> _What to do_:
Search the records below for the word "Jalan", then return every line where it appears.

> _Records shown_:
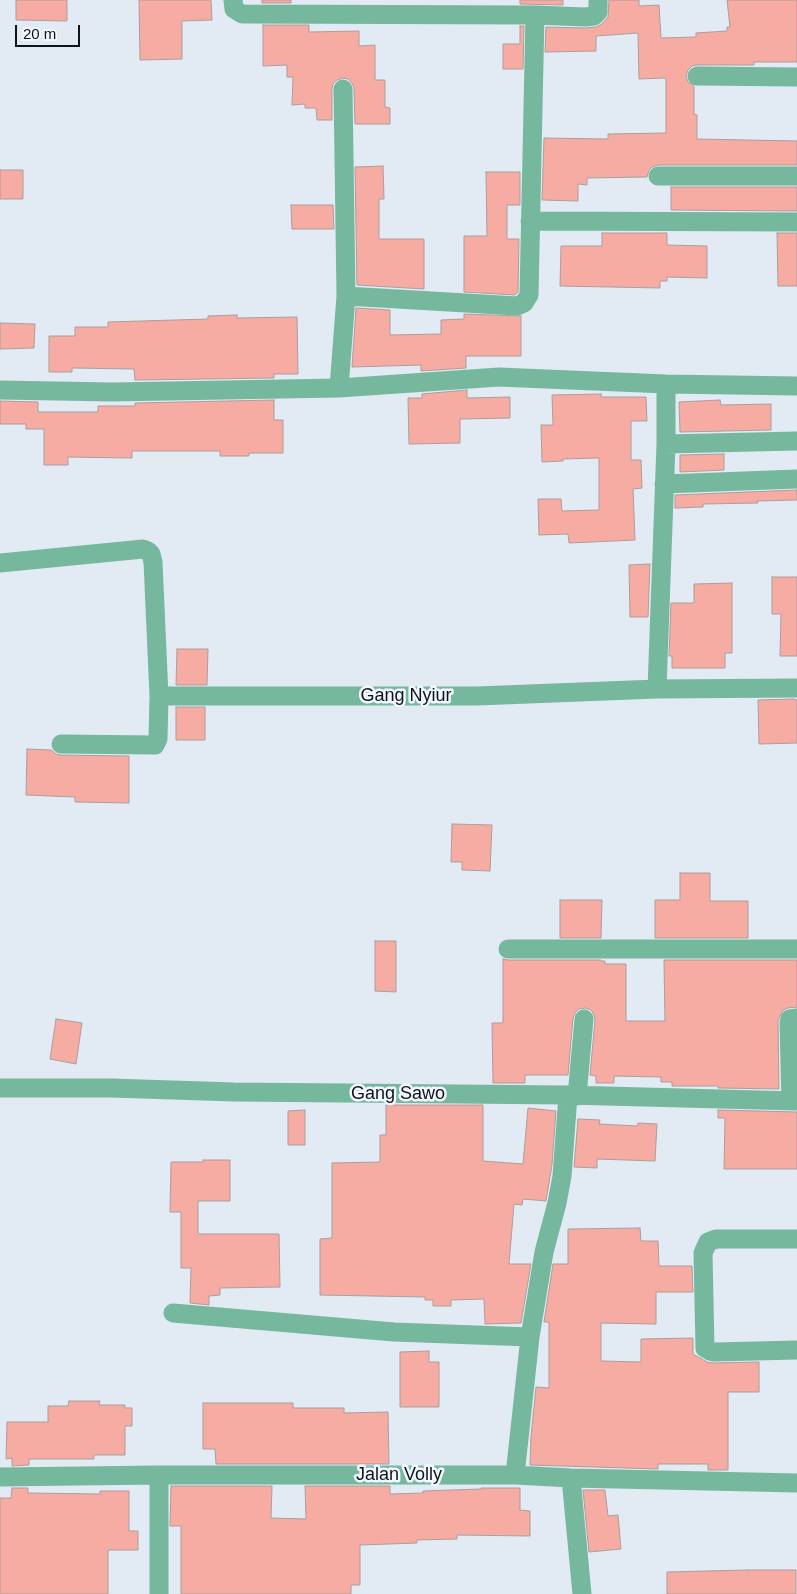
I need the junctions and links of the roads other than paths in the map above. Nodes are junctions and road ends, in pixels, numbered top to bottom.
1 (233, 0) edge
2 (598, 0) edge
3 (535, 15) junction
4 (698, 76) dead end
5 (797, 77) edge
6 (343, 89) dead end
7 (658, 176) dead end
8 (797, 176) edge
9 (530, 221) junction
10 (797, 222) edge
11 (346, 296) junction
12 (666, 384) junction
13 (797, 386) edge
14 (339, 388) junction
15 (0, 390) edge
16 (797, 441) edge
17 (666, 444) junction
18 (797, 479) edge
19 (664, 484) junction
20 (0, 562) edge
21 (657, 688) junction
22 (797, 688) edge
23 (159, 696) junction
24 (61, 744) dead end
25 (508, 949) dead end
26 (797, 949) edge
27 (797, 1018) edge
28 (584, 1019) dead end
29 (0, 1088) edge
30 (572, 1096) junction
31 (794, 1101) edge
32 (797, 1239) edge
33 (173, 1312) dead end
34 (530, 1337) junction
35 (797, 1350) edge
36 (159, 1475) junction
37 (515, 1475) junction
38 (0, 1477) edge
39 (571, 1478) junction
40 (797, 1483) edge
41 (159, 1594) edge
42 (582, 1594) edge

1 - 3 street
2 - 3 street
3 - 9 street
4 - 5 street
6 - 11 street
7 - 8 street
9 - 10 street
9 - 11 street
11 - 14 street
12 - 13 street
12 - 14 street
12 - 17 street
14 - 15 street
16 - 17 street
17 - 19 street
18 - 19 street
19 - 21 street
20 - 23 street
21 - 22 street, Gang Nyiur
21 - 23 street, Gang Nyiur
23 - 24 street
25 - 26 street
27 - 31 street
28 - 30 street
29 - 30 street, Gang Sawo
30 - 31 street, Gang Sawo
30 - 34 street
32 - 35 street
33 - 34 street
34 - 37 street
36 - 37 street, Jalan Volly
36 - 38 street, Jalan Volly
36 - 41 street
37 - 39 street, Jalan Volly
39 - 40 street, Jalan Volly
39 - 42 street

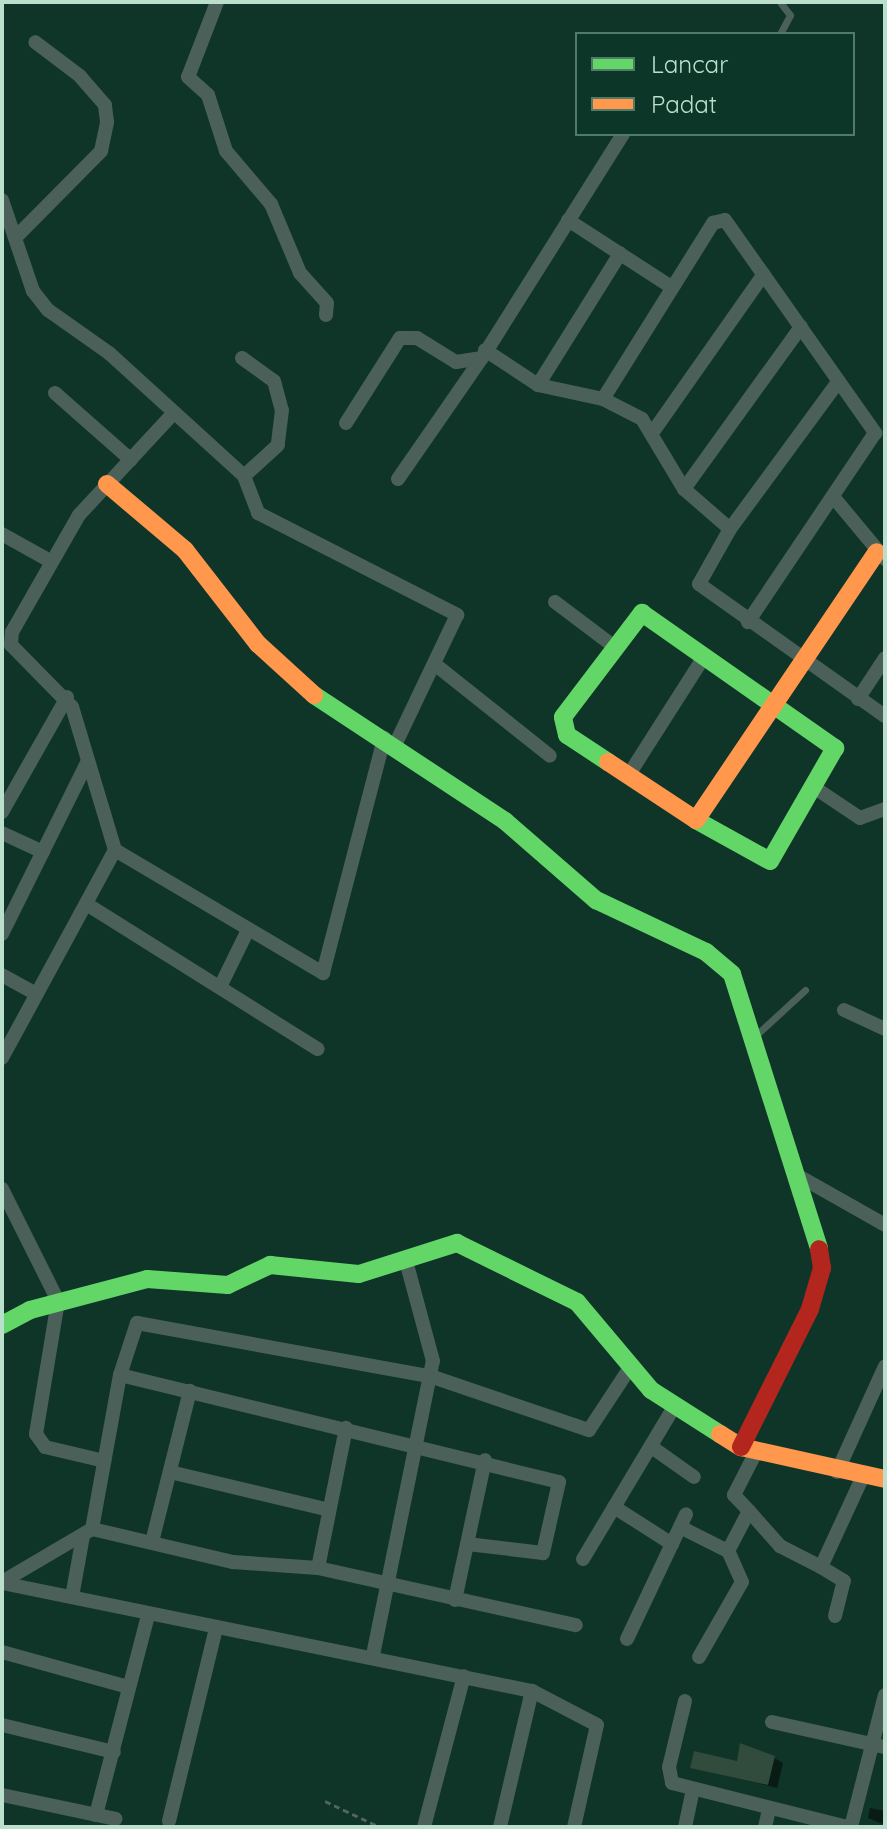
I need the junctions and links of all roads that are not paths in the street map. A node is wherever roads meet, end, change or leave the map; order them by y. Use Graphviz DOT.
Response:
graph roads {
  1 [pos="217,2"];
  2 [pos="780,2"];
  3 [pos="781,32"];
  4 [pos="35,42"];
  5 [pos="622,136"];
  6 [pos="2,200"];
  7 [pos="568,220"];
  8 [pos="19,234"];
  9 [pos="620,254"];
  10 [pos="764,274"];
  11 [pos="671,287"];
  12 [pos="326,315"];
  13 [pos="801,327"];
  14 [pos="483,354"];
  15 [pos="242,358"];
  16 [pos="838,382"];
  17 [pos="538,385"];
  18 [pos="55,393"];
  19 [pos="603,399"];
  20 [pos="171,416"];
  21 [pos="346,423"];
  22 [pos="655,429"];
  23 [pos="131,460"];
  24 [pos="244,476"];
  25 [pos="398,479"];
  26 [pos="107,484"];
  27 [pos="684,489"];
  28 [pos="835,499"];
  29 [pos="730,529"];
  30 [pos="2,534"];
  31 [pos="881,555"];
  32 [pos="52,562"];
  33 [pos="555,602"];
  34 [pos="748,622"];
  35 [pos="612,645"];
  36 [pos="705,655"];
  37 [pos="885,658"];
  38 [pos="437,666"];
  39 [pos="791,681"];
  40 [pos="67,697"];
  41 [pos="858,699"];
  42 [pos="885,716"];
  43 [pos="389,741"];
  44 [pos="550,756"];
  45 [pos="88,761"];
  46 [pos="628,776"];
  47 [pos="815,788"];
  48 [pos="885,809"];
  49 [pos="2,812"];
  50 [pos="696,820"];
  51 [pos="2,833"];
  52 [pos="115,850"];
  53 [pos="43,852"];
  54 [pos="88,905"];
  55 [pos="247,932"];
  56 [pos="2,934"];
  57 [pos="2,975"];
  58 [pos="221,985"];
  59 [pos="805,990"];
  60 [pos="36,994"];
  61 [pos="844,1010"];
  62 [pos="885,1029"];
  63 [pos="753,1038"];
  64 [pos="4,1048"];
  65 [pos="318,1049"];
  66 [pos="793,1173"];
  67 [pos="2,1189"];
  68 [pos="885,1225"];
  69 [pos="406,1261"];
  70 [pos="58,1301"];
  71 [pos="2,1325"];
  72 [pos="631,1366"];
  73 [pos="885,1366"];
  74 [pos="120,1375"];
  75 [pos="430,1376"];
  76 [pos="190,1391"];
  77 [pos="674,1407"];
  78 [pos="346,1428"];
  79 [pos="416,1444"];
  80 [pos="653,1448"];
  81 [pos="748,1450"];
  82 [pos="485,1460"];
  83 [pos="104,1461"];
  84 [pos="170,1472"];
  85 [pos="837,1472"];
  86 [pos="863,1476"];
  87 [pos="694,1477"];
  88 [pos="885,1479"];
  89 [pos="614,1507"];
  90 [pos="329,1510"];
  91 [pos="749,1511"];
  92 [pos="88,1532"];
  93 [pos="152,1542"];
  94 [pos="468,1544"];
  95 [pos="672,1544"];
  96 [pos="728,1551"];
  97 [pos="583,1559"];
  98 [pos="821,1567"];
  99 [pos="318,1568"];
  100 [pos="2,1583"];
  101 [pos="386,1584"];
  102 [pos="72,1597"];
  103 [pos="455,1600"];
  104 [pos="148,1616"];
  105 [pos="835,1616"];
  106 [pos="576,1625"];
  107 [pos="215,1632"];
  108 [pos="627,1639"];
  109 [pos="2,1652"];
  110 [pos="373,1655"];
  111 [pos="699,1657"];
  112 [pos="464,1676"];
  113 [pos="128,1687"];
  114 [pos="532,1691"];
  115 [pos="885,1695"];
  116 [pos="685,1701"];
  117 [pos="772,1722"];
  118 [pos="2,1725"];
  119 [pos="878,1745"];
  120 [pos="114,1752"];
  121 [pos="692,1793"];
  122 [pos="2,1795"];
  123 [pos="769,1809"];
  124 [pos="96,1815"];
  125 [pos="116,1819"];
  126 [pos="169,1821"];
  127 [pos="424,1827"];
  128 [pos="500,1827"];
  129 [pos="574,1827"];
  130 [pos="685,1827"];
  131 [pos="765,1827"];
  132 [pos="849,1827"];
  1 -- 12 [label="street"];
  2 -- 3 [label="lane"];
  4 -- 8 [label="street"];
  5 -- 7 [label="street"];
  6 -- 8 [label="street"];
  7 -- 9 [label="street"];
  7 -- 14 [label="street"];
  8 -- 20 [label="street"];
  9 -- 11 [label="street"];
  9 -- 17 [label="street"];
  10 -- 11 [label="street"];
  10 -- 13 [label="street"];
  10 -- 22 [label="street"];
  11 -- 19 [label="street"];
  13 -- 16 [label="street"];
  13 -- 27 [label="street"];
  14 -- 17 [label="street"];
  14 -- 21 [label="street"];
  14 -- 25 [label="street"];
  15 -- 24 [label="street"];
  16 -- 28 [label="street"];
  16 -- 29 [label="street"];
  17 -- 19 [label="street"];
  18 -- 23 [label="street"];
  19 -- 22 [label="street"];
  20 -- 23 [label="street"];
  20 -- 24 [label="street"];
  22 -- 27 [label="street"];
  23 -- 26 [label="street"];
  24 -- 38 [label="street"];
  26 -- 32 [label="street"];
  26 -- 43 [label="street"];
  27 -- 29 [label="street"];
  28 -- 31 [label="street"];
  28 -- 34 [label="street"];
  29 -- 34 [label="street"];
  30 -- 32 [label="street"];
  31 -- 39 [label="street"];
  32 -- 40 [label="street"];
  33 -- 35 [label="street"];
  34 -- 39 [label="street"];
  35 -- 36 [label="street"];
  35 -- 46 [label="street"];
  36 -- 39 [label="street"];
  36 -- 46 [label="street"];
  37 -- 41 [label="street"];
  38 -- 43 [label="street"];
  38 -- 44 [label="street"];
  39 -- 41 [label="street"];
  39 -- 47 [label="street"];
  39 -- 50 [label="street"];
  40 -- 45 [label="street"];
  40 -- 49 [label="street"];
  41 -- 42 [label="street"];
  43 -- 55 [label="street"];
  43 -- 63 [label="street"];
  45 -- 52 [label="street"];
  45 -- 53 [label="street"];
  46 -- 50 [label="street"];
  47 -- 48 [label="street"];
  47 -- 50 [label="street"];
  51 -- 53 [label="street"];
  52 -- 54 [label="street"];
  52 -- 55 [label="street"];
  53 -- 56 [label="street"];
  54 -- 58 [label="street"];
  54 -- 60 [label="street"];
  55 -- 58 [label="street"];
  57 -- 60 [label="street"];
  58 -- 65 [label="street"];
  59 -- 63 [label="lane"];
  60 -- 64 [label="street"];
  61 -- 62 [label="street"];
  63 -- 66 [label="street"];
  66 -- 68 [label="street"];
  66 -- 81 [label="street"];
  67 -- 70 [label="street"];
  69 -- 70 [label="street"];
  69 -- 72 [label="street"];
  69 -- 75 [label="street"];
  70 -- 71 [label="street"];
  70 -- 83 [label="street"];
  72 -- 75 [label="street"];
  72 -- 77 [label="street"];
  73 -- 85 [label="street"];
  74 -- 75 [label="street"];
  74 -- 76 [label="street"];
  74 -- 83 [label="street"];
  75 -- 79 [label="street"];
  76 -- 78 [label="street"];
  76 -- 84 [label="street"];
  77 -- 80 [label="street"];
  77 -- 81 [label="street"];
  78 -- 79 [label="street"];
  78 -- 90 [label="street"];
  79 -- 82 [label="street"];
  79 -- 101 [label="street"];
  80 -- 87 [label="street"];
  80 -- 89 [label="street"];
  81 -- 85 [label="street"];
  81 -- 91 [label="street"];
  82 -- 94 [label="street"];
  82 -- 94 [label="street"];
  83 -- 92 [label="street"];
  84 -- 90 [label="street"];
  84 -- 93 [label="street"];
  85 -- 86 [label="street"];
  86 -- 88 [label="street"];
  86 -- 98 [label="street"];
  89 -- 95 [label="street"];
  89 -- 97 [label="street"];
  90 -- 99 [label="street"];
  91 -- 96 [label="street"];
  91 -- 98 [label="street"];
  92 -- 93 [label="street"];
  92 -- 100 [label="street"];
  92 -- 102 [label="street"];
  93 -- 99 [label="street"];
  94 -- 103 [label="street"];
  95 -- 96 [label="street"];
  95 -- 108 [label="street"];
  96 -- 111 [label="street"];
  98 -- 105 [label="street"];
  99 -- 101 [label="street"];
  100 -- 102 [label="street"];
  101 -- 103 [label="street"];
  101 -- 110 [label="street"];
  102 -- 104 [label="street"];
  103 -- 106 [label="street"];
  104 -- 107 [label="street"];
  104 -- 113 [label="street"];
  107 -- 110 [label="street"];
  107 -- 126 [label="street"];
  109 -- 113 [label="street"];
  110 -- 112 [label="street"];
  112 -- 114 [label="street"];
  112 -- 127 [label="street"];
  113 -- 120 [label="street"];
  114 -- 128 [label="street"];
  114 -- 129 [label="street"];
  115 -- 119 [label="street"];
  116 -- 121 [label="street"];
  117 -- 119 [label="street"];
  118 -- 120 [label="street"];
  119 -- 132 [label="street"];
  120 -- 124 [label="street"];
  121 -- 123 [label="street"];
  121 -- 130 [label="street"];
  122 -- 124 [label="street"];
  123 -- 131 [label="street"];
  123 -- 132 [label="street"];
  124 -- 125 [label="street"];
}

> _Result of the exercise_:
36 - 37 street, Jalan Volly
36 - 38 street, Jalan Volly
37 - 39 street, Jalan Volly
39 - 40 street, Jalan Volly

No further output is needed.